(THE DATA Opens)

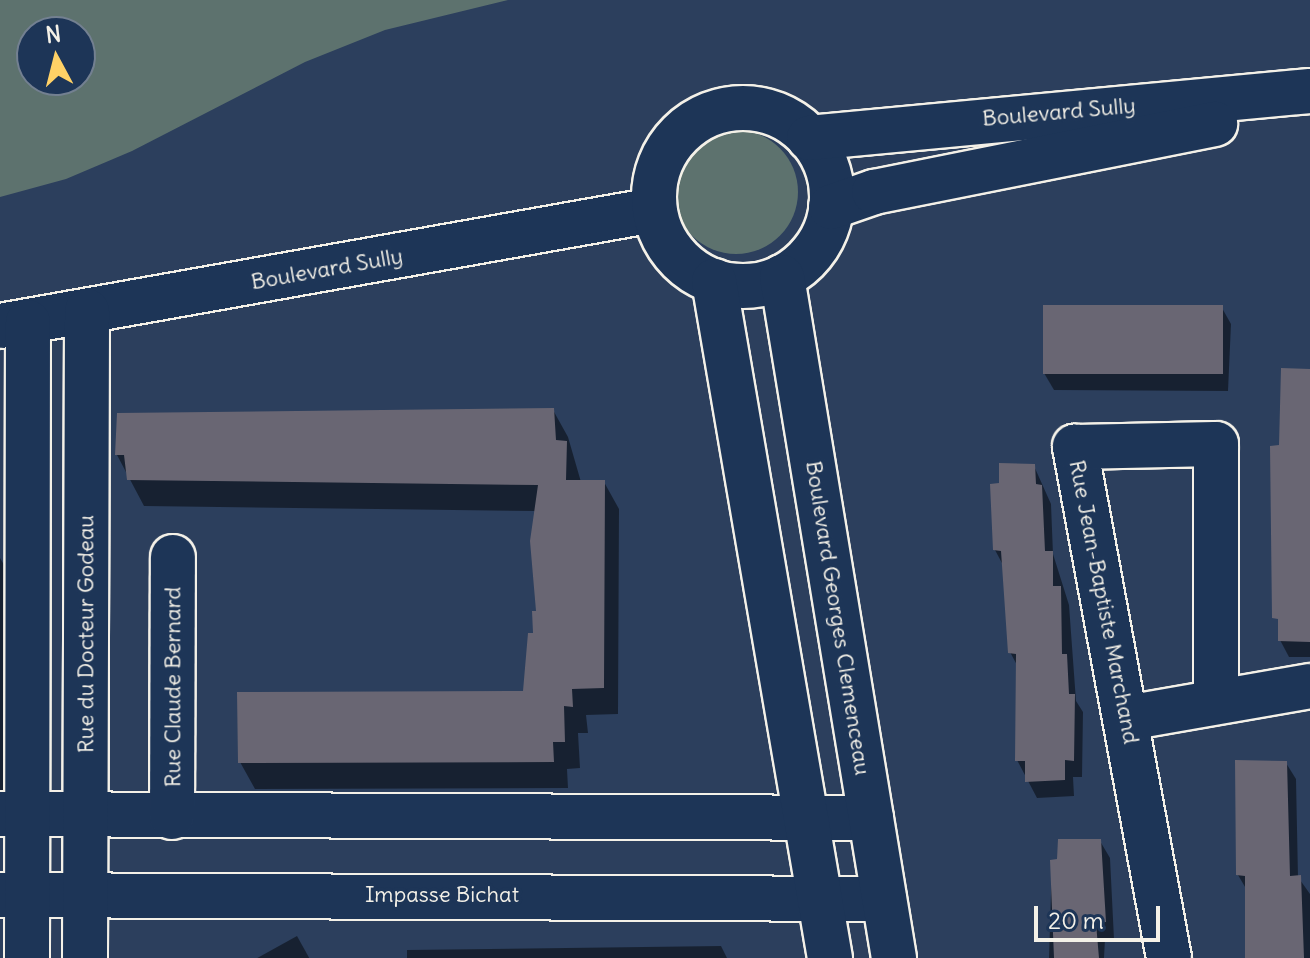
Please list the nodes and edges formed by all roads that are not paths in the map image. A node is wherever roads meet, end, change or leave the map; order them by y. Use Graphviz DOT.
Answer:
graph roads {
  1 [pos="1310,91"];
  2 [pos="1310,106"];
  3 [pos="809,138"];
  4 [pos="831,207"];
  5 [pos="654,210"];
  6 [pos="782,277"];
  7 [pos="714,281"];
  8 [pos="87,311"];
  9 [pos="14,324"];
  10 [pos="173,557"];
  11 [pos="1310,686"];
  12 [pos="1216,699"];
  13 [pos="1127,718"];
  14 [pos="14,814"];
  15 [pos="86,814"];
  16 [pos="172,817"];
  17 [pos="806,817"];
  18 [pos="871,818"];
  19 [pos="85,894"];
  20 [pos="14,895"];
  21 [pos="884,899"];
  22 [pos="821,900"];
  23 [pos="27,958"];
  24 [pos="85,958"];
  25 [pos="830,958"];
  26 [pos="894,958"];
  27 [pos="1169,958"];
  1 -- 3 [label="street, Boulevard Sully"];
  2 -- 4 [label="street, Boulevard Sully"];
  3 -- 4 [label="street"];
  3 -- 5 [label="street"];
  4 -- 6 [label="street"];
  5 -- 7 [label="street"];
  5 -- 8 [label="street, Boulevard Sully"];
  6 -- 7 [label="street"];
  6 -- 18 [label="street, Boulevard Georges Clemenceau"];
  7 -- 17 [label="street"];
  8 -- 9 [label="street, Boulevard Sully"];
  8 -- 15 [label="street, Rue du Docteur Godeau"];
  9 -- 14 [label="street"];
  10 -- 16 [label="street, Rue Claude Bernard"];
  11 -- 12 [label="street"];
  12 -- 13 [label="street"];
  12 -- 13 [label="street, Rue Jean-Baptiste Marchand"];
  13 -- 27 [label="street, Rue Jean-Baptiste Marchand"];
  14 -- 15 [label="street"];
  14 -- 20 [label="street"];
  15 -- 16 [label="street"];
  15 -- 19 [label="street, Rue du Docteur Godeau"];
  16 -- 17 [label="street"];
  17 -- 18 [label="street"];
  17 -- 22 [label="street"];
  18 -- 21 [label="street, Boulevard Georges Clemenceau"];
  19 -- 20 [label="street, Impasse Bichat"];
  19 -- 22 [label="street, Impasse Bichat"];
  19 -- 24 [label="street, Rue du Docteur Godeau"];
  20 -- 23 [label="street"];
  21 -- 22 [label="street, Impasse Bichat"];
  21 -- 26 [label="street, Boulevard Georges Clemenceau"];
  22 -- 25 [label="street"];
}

(THE DATA Closes)

» **WHAT IS EXPECTED**
With the pictures omitted, repeat the full set of records above exactly.

» **FINISHED EXERCISE**
Please list the nodes and edges formed by all roads that are not paths in the map image. A node is wherever roads meet, end, change or leave the map; order them by y. Use Graphviz DOT.
Answer:
graph roads {
  1 [pos="1310,91"];
  2 [pos="1310,106"];
  3 [pos="809,138"];
  4 [pos="831,207"];
  5 [pos="654,210"];
  6 [pos="782,277"];
  7 [pos="714,281"];
  8 [pos="87,311"];
  9 [pos="14,324"];
  10 [pos="173,557"];
  11 [pos="1310,686"];
  12 [pos="1216,699"];
  13 [pos="1127,718"];
  14 [pos="14,814"];
  15 [pos="86,814"];
  16 [pos="172,817"];
  17 [pos="806,817"];
  18 [pos="871,818"];
  19 [pos="85,894"];
  20 [pos="14,895"];
  21 [pos="884,899"];
  22 [pos="821,900"];
  23 [pos="27,958"];
  24 [pos="85,958"];
  25 [pos="830,958"];
  26 [pos="894,958"];
  27 [pos="1169,958"];
  1 -- 3 [label="street, Boulevard Sully"];
  2 -- 4 [label="street, Boulevard Sully"];
  3 -- 4 [label="street"];
  3 -- 5 [label="street"];
  4 -- 6 [label="street"];
  5 -- 7 [label="street"];
  5 -- 8 [label="street, Boulevard Sully"];
  6 -- 7 [label="street"];
  6 -- 18 [label="street, Boulevard Georges Clemenceau"];
  7 -- 17 [label="street"];
  8 -- 9 [label="street, Boulevard Sully"];
  8 -- 15 [label="street, Rue du Docteur Godeau"];
  9 -- 14 [label="street"];
  10 -- 16 [label="street, Rue Claude Bernard"];
  11 -- 12 [label="street"];
  12 -- 13 [label="street"];
  12 -- 13 [label="street, Rue Jean-Baptiste Marchand"];
  13 -- 27 [label="street, Rue Jean-Baptiste Marchand"];
  14 -- 15 [label="street"];
  14 -- 20 [label="street"];
  15 -- 16 [label="street"];
  15 -- 19 [label="street, Rue du Docteur Godeau"];
  16 -- 17 [label="street"];
  17 -- 18 [label="street"];
  17 -- 22 [label="street"];
  18 -- 21 [label="street, Boulevard Georges Clemenceau"];
  19 -- 20 [label="street, Impasse Bichat"];
  19 -- 22 [label="street, Impasse Bichat"];
  19 -- 24 [label="street, Rue du Docteur Godeau"];
  20 -- 23 [label="street"];
  21 -- 22 [label="street, Impasse Bichat"];
  21 -- 26 [label="street, Boulevard Georges Clemenceau"];
  22 -- 25 [label="street"];
}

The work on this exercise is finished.